** TASK DESCRIPTION **
From the first line below to the last, reproduce the material exactly and leave out the images.

____________

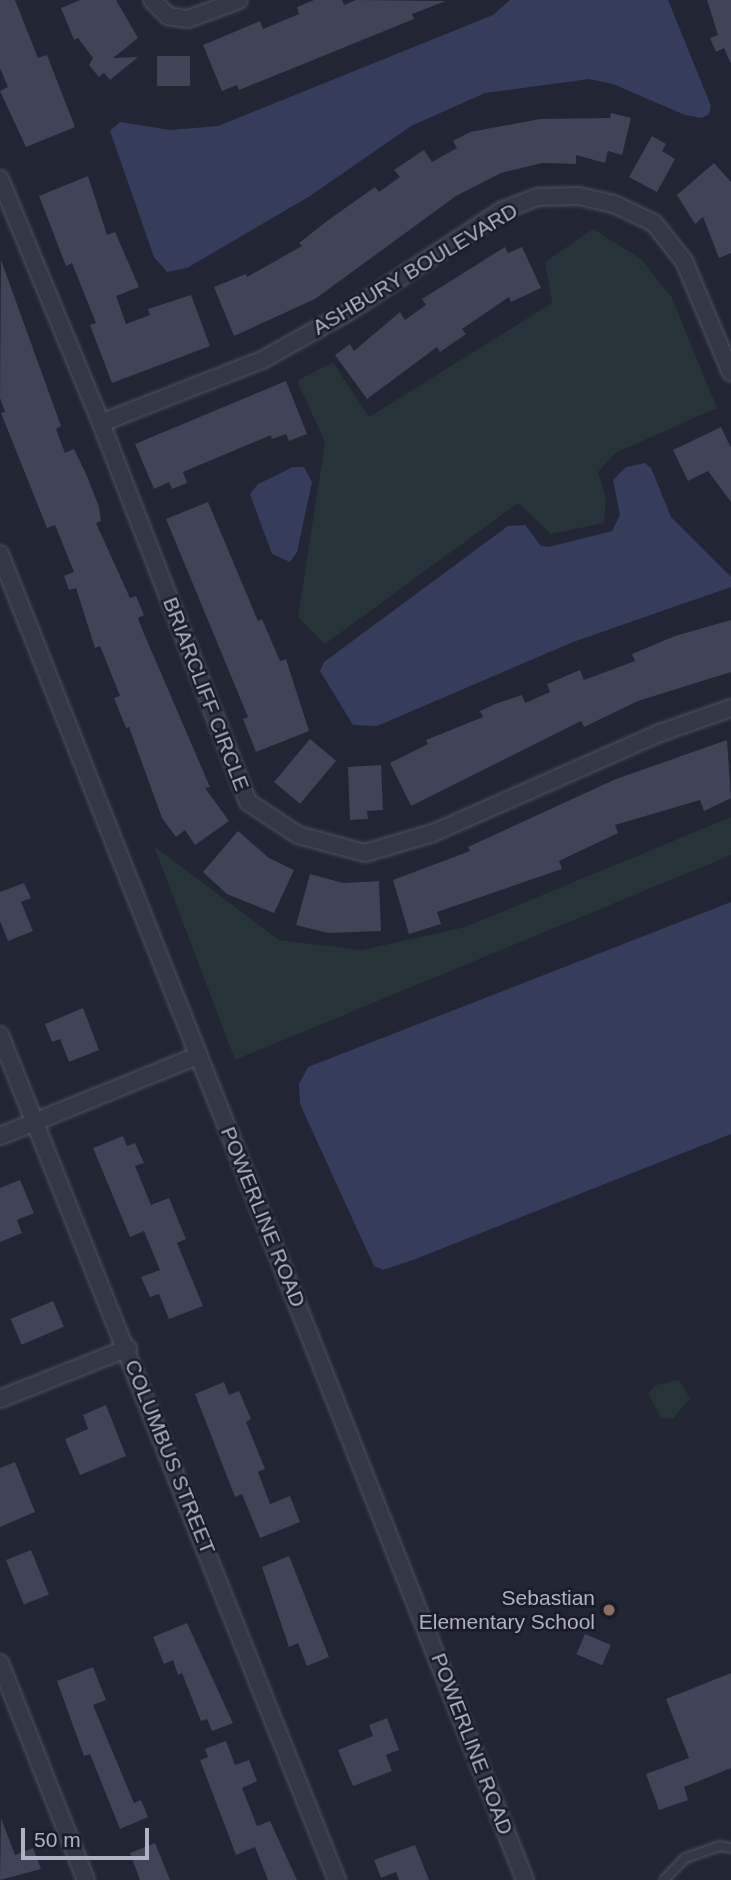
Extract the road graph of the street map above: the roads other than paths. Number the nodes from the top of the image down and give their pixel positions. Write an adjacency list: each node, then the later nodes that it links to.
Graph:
1 (152, 0): 2 (street)
2 (239, 0)
3 (0, 179): 5 (street, BRIARCLIFF CIRCLE)
4 (731, 373): 5 (street, ASHBURY BOULEVARD)
5 (101, 423): 7 (street, BRIARCLIFF CIRCLE)
6 (0, 554): 9 (street, POWERLINE ROAD)
7 (731, 708)
8 (0, 1035): 10 (street, COLUMBUS STREET)
9 (197, 1056): 10 (street); 18 (street, POWERLINE ROAD)
10 (34, 1122): 11 (street); 12 (street, COLUMBUS STREET)
11 (0, 1136)
12 (128, 1348): 13 (street); 17 (street, COLUMBUS STREET)
13 (0, 1399)
14 (0, 1663): 16 (street)
15 (731, 1847): 19 (lane)
16 (86, 1880)
17 (337, 1880)
18 (526, 1880)
19 (664, 1880)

____________

** RESULT **
Extract the road graph of the street map above: the roads other than paths. Number the nodes from the top of the image down and give their pixel positions. Write an adjacency list: each node, then the later nodes that it links to.
Graph:
1 (152, 0): 2 (street)
2 (239, 0)
3 (0, 179): 5 (street, BRIARCLIFF CIRCLE)
4 (731, 373): 5 (street, ASHBURY BOULEVARD)
5 (101, 423): 7 (street, BRIARCLIFF CIRCLE)
6 (0, 554): 9 (street, POWERLINE ROAD)
7 (731, 708)
8 (0, 1035): 10 (street, COLUMBUS STREET)
9 (197, 1056): 10 (street); 18 (street, POWERLINE ROAD)
10 (34, 1122): 11 (street); 12 (street, COLUMBUS STREET)
11 (0, 1136)
12 (128, 1348): 13 (street); 17 (street, COLUMBUS STREET)
13 (0, 1399)
14 (0, 1663): 16 (street)
15 (731, 1847): 19 (lane)
16 (86, 1880)
17 (337, 1880)
18 (526, 1880)
19 (664, 1880)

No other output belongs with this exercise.